##### PROVIDED INFORMATION #####

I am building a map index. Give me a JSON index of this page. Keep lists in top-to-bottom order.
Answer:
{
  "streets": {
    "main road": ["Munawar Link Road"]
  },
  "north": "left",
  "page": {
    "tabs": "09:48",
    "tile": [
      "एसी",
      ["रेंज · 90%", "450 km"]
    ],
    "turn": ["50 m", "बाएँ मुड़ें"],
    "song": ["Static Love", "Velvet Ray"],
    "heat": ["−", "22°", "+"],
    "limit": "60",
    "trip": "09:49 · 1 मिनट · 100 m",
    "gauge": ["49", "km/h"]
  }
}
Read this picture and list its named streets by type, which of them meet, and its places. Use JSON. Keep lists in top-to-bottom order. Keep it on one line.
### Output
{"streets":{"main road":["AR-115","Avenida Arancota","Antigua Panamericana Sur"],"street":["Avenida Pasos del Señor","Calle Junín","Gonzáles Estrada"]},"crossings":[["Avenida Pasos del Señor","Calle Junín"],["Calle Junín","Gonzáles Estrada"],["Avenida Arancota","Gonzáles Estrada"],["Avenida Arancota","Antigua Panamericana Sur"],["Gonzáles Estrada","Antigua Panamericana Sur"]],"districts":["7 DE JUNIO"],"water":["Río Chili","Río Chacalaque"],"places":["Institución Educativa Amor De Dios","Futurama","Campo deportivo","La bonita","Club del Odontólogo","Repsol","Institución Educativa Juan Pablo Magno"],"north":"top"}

#####

### WHAT IS REQUIRED
Exactly and without omission, set down every entry.

### RESPONSE TO THIS TASK
I am building a map index. Give me a JSON index of this page. Keep lists in top-to-bottom order.
Answer:
{
  "streets": {
    "main road": ["Munawar Link Road"]
  },
  "north": "left",
  "page": {
    "tabs": "09:48",
    "tile": [
      "एसी",
      ["रेंज · 90%", "450 km"]
    ],
    "turn": ["50 m", "बाएँ मुड़ें"],
    "song": ["Static Love", "Velvet Ray"],
    "heat": ["−", "22°", "+"],
    "limit": "60",
    "trip": "09:49 · 1 मिनट · 100 m",
    "gauge": ["49", "km/h"]
  }
}
Read this picture and list its named streets by type, which of them meet, and its places. Use JSON. Keep lists in top-to-bottom order. Keep it on one line.
### Output
{"streets":{"main road":["AR-115","Avenida Arancota","Antigua Panamericana Sur"],"street":["Avenida Pasos del Señor","Calle Junín","Gonzáles Estrada"]},"crossings":[["Avenida Pasos del Señor","Calle Junín"],["Calle Junín","Gonzáles Estrada"],["Avenida Arancota","Gonzáles Estrada"],["Avenida Arancota","Antigua Panamericana Sur"],["Gonzáles Estrada","Antigua Panamericana Sur"]],"districts":["7 DE JUNIO"],"water":["Río Chili","Río Chacalaque"],"places":["Institución Educativa Amor De Dios","Futurama","Campo deportivo","La bonita","Club del Odontólogo","Repsol","Institución Educativa Juan Pablo Magno"],"north":"top"}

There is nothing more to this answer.